Uncertainty Quantified Computational Analysis Of The Energetics Of Virus Capsid Assembly

Most of the existing research in assembly pathway prediction/analysis of virus capsids makes the simplifying assumption that the configuration of the intermediate states can be extracted directly from the final configuration of the entire capsid. This assumption does not take into account the conformational changes of the constituent proteins as well as minor changes to the binding interfaces that continues throughout the assembly process until stabilization. This paper presents a statistical-ensemble based approach which provides sufficient samples of the configurational space for each monomer and the relative local orientation between monomers, to capture the uncertainties in their binding and conformations.

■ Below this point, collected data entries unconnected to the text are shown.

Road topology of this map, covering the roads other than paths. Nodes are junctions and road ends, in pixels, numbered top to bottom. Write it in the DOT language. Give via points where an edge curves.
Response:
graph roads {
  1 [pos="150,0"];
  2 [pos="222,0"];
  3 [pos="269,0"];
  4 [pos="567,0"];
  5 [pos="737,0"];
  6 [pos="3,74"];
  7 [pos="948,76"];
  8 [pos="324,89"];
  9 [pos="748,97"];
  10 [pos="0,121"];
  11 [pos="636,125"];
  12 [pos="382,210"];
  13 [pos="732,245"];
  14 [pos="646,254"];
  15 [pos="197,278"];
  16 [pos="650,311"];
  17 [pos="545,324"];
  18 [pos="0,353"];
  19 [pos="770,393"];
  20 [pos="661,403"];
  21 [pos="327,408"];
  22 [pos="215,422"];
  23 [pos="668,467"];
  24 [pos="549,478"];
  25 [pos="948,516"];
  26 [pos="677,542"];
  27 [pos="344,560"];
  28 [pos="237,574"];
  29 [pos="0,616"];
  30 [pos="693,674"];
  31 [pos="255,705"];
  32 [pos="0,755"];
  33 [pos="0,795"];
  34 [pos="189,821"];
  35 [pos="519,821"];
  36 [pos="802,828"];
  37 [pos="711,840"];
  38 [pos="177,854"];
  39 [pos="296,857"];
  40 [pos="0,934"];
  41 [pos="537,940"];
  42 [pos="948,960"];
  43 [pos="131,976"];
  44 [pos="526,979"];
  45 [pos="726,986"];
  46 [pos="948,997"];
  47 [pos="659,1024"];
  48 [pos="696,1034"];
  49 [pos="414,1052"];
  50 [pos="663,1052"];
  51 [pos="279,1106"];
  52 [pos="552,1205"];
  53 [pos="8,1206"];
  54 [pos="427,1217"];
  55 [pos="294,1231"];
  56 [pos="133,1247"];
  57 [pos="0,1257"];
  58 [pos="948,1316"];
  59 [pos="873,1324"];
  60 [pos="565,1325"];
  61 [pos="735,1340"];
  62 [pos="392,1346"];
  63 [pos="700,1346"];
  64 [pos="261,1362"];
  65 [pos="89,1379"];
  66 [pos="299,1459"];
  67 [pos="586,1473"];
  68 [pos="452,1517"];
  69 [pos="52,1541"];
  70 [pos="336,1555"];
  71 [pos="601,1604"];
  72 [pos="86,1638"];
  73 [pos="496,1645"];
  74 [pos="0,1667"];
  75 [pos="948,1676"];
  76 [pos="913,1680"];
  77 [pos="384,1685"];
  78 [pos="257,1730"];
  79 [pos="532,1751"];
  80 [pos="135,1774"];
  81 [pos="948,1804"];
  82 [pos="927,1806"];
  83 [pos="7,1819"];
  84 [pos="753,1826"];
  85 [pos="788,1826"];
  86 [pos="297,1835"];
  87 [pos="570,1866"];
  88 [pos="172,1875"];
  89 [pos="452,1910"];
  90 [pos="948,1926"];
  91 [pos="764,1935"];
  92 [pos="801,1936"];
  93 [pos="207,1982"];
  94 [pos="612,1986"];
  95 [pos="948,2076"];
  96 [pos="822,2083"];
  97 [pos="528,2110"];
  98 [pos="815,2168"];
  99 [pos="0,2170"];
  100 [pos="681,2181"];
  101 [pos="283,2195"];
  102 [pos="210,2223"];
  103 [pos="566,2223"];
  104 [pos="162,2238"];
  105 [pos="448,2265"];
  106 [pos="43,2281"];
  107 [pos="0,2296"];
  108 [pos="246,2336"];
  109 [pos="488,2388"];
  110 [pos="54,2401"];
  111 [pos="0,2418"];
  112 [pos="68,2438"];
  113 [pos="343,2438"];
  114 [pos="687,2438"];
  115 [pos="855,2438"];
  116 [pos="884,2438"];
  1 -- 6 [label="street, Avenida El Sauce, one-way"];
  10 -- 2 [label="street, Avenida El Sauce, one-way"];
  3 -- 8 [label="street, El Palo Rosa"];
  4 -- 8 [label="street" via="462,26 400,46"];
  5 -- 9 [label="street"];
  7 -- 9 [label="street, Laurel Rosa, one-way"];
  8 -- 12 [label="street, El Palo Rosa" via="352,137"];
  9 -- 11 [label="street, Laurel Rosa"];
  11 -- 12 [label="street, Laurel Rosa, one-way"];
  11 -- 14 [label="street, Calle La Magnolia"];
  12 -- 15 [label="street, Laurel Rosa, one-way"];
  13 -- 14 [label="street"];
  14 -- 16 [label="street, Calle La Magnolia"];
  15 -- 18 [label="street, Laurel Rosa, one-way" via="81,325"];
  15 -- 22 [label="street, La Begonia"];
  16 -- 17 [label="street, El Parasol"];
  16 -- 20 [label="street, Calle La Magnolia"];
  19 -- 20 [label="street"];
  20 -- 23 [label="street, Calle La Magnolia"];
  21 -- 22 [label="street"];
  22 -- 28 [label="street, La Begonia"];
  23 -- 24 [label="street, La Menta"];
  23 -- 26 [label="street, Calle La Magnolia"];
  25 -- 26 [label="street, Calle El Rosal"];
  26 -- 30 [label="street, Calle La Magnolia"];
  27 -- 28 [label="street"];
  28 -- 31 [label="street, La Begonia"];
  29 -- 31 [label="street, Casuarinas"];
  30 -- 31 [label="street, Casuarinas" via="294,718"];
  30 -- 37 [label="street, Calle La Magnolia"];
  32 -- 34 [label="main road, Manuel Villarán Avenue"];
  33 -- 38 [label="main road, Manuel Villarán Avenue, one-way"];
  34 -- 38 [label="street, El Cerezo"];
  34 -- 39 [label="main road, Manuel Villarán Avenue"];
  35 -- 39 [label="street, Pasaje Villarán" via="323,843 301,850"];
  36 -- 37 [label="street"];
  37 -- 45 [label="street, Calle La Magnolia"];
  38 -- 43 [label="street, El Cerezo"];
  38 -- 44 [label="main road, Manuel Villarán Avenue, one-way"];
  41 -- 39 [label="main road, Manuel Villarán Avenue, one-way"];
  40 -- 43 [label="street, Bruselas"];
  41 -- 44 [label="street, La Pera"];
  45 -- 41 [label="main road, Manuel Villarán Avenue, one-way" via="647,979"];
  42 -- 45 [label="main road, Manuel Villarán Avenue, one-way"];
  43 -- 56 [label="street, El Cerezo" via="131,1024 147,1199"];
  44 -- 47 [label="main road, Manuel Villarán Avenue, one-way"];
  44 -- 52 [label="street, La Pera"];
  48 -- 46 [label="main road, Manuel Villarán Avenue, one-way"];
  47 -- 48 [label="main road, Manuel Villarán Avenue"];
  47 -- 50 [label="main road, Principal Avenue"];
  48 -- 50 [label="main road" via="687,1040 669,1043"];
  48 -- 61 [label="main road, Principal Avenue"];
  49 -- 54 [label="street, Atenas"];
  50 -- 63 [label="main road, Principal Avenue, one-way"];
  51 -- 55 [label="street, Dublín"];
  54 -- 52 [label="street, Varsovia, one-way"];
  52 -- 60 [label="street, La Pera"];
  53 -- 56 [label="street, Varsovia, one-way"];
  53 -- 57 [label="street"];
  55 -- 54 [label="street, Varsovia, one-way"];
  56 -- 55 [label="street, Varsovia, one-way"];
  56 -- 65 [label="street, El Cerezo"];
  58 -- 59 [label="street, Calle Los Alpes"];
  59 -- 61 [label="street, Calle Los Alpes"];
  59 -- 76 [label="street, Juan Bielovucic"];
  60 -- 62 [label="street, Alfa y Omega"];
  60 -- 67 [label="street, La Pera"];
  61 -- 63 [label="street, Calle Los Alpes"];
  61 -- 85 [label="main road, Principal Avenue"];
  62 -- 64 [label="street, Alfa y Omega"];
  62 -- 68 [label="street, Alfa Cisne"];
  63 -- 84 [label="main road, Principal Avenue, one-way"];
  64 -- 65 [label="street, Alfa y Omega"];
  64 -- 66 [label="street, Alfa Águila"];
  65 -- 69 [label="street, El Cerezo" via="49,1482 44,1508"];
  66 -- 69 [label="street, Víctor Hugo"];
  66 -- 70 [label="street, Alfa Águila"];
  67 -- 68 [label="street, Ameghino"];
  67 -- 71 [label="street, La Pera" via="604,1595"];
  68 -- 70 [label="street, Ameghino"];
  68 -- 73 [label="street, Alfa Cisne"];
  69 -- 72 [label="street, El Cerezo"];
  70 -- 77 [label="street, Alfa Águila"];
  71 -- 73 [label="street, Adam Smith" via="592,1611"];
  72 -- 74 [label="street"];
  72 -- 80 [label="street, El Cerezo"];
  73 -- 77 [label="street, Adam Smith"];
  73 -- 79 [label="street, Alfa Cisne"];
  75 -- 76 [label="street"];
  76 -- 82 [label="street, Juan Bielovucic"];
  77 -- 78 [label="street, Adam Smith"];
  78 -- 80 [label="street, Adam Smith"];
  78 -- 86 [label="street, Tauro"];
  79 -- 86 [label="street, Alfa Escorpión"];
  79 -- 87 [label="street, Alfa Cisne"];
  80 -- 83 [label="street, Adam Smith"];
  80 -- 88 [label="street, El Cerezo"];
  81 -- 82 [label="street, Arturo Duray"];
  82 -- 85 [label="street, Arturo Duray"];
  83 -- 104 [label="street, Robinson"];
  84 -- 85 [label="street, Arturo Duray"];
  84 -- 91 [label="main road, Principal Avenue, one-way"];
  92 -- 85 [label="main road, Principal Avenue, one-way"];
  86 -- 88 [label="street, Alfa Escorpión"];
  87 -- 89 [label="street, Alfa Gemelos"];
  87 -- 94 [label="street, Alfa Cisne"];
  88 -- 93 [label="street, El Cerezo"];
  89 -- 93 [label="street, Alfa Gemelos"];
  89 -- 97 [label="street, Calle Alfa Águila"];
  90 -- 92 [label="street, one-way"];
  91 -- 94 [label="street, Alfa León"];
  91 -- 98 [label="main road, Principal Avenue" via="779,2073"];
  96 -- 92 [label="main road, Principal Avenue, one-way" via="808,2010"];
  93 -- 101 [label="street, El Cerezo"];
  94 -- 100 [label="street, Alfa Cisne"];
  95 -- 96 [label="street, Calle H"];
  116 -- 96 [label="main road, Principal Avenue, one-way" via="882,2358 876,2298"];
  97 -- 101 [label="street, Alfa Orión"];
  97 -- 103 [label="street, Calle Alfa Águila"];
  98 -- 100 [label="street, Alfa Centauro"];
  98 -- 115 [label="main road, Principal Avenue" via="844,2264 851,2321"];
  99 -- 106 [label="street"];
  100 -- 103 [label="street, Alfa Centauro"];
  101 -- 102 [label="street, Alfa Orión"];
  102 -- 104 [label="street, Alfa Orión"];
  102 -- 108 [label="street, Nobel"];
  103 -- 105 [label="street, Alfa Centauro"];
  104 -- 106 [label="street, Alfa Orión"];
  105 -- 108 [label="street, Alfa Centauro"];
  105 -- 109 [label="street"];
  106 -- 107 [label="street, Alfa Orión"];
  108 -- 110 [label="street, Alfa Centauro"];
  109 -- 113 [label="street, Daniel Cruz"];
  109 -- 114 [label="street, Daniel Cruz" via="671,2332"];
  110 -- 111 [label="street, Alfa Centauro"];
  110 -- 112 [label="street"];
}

Furthermore, instead of using larger capsomers (trimers, pentamers) as building blocks, we allow all possible sub-assemblies to bind in all possible combinations. We represent this assembly graph in two different ways. First, we use the Wilcoxon signed rank measure to compare the distributions of binding free energy computed on the sampled conformations to predict likely pathways. Second, we represent chemical equilibrium aspects of the transitions as a Bayesian Factor graph where both associations and dissociations are modeled based on concentrations and the binding free energies. Results from both of these experiments showed significant departure from those one would obtain if only the static configurations of the proteins were considered. Hence, we establish the importance of an uncertainty-aware protocol for pathway analysis, and provide a statistical framework as an important first step towards assembly pathway prediction with high statistical confidence.